ABOUT THIS EXERCISE → A copy is needed of each line in the records that has the word "points".

GIVEN ENTRIES →
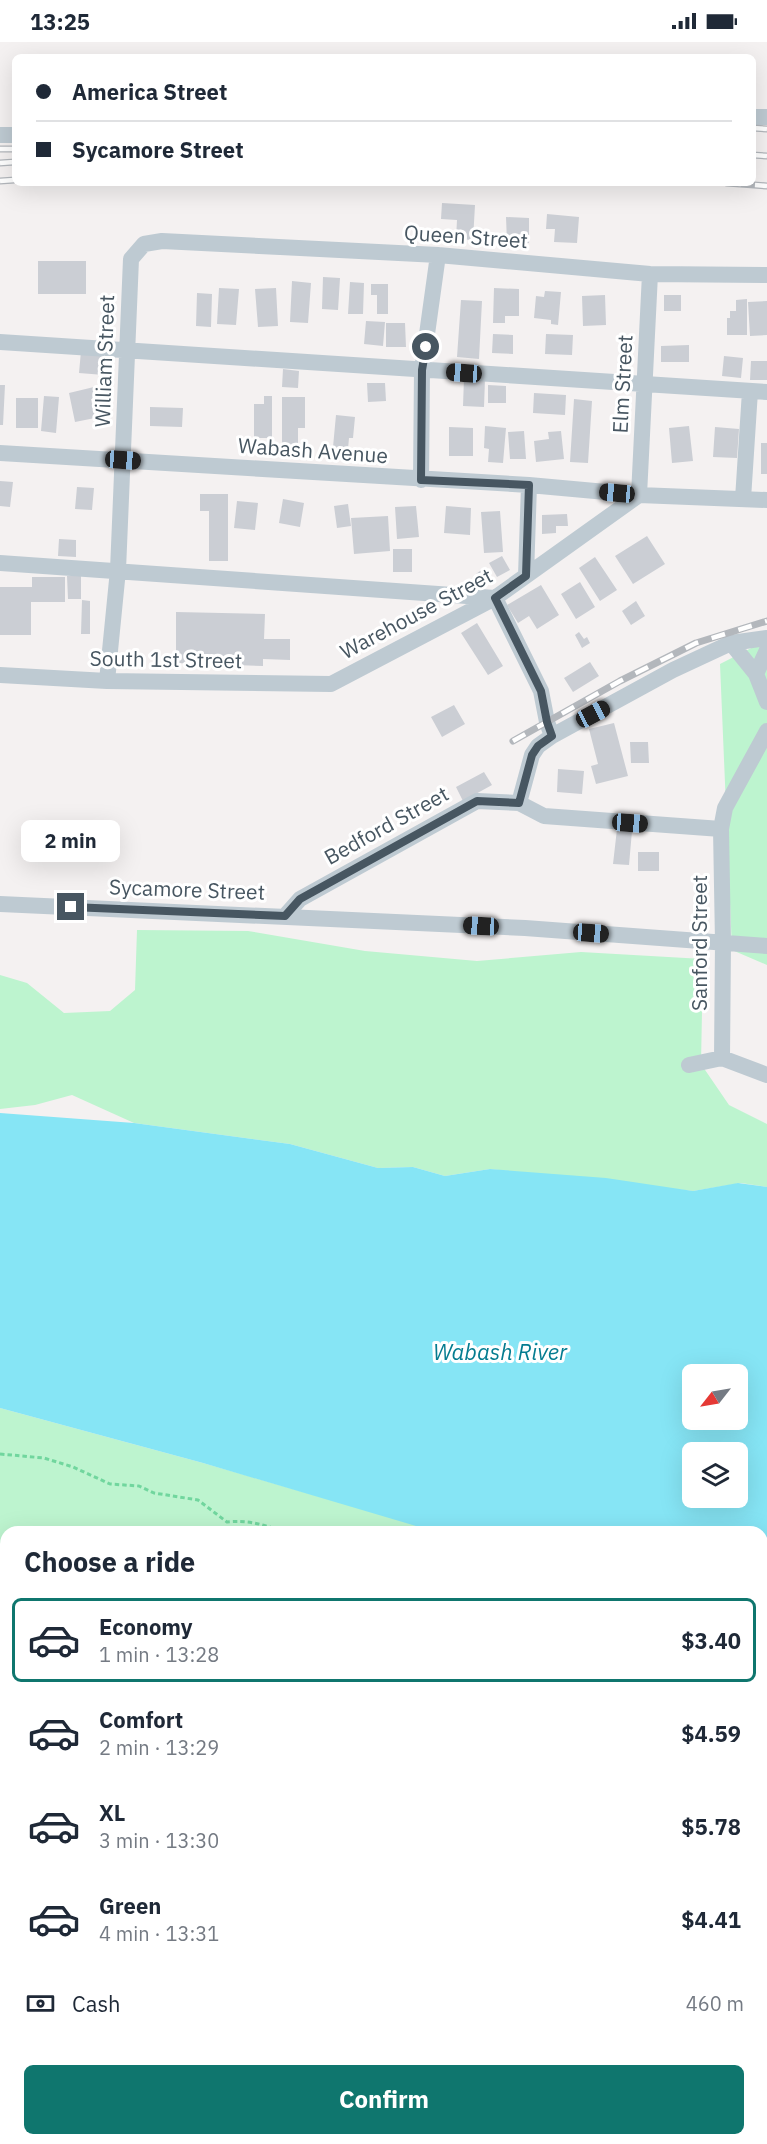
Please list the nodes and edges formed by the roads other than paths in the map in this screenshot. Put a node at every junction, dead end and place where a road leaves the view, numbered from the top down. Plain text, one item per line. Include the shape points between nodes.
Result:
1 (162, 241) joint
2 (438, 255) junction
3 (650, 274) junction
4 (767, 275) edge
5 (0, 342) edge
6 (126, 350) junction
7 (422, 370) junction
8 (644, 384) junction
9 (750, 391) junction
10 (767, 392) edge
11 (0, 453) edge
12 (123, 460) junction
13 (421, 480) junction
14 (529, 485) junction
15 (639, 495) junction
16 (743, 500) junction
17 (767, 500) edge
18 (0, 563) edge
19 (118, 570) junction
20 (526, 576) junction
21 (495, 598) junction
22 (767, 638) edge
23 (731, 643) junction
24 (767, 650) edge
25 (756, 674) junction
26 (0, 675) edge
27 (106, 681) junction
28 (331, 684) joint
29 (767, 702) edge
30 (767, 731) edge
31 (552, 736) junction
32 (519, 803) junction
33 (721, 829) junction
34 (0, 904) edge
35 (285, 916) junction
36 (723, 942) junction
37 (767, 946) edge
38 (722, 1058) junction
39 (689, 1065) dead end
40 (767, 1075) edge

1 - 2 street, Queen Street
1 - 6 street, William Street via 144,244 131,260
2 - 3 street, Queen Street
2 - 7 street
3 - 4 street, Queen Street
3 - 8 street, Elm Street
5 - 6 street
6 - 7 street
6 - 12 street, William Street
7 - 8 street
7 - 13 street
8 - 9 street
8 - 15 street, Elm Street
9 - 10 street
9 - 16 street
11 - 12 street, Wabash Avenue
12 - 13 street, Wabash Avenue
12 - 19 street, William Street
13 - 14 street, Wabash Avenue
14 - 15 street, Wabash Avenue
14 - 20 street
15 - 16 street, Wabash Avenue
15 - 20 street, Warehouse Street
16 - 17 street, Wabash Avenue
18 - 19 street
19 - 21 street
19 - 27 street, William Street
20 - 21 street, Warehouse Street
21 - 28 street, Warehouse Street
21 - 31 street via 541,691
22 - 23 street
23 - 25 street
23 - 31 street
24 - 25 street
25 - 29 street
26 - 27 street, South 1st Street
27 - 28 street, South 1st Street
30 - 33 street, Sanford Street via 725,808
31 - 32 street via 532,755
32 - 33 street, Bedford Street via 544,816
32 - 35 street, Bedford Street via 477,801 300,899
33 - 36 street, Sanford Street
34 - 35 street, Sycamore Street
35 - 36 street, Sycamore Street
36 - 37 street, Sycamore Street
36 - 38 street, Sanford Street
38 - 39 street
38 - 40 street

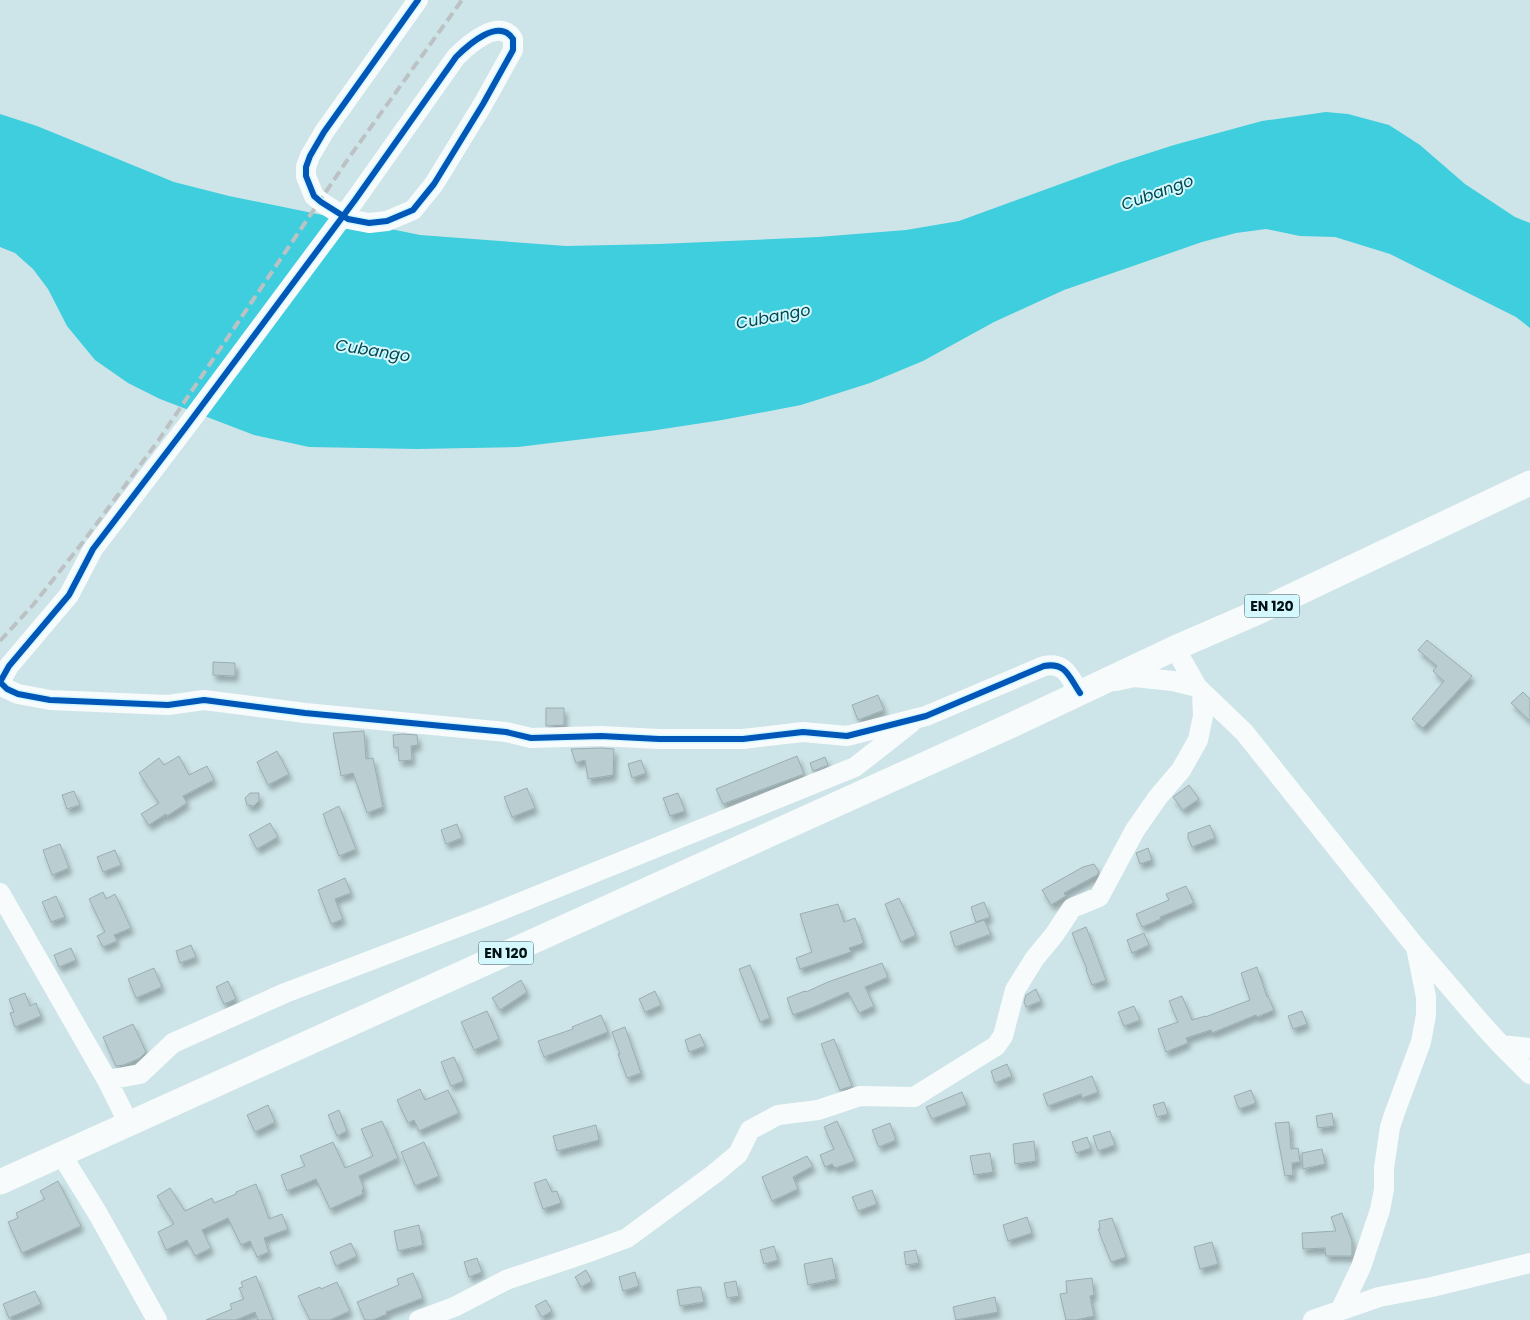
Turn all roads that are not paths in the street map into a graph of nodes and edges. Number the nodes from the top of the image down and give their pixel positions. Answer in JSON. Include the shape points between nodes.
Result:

...

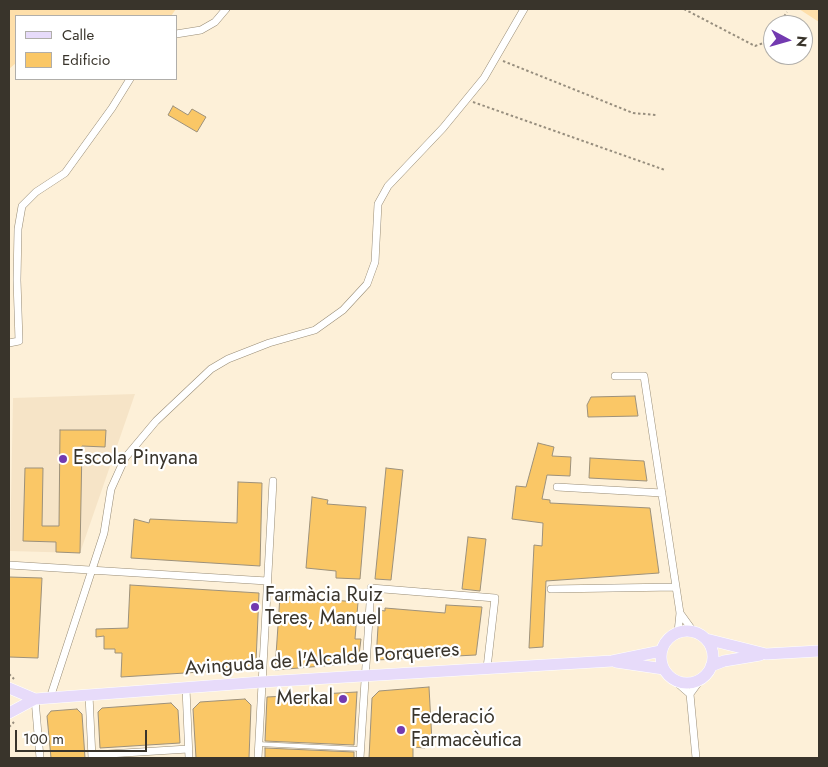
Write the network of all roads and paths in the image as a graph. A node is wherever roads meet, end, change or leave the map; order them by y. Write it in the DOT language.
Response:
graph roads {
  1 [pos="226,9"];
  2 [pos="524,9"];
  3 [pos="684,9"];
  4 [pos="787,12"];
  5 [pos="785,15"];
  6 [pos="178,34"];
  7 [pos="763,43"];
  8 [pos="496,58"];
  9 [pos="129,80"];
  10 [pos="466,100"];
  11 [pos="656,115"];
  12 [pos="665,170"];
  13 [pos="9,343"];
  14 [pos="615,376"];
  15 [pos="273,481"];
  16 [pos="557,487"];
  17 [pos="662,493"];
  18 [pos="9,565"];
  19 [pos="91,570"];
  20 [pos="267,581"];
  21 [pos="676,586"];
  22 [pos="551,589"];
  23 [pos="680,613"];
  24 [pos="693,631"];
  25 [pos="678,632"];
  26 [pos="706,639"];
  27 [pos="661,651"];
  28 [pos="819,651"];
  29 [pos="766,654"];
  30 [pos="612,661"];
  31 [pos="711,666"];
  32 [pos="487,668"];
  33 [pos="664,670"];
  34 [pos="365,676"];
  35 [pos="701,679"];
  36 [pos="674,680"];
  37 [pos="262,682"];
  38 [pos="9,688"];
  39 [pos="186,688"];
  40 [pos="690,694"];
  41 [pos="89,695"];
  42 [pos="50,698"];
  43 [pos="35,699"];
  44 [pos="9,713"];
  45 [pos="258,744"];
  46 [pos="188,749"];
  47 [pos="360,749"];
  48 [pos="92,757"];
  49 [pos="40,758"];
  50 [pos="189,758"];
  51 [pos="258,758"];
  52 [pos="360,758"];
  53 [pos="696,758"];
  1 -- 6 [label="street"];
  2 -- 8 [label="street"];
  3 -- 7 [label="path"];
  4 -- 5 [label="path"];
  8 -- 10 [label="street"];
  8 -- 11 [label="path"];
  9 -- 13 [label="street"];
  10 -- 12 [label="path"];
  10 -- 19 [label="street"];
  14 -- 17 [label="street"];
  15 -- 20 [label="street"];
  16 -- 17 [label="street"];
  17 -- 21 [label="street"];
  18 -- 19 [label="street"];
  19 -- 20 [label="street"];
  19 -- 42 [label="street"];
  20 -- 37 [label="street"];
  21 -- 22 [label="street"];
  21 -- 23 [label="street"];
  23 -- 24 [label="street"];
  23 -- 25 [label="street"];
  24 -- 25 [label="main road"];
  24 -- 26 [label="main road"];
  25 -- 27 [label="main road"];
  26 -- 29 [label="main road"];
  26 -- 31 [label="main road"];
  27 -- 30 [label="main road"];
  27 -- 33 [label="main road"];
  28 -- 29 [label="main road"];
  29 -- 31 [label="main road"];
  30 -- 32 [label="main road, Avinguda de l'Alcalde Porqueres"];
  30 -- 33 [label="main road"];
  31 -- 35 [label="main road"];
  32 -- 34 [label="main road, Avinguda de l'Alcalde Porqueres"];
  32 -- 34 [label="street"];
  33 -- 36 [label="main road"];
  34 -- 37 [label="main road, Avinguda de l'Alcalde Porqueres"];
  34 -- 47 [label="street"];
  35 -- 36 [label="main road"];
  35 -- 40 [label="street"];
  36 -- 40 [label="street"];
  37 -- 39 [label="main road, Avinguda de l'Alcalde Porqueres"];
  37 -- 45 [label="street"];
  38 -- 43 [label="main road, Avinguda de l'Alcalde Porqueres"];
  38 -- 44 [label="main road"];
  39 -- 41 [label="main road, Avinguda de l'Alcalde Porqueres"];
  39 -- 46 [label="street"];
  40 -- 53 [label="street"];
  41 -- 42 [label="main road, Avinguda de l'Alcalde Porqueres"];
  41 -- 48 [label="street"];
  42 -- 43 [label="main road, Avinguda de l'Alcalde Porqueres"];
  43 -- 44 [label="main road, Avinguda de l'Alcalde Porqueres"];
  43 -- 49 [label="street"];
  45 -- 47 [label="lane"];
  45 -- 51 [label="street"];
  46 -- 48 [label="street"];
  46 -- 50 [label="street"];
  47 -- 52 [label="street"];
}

REPLY TO THE EXERCISE →
Please list the nodes and edges formed by the roads other than paths in the map in this screenshot. Put a node at every junction, dead end and place where a road leaves the view, numbered from the top down. Plain text, one item per line. Include the shape points between nodes.
Turn all roads that are not paths in the street map into a graph of nodes and edges. Number the nodes from the top of the image down and give their pixel positions. Answer in JSON. Include the shape points between nodes.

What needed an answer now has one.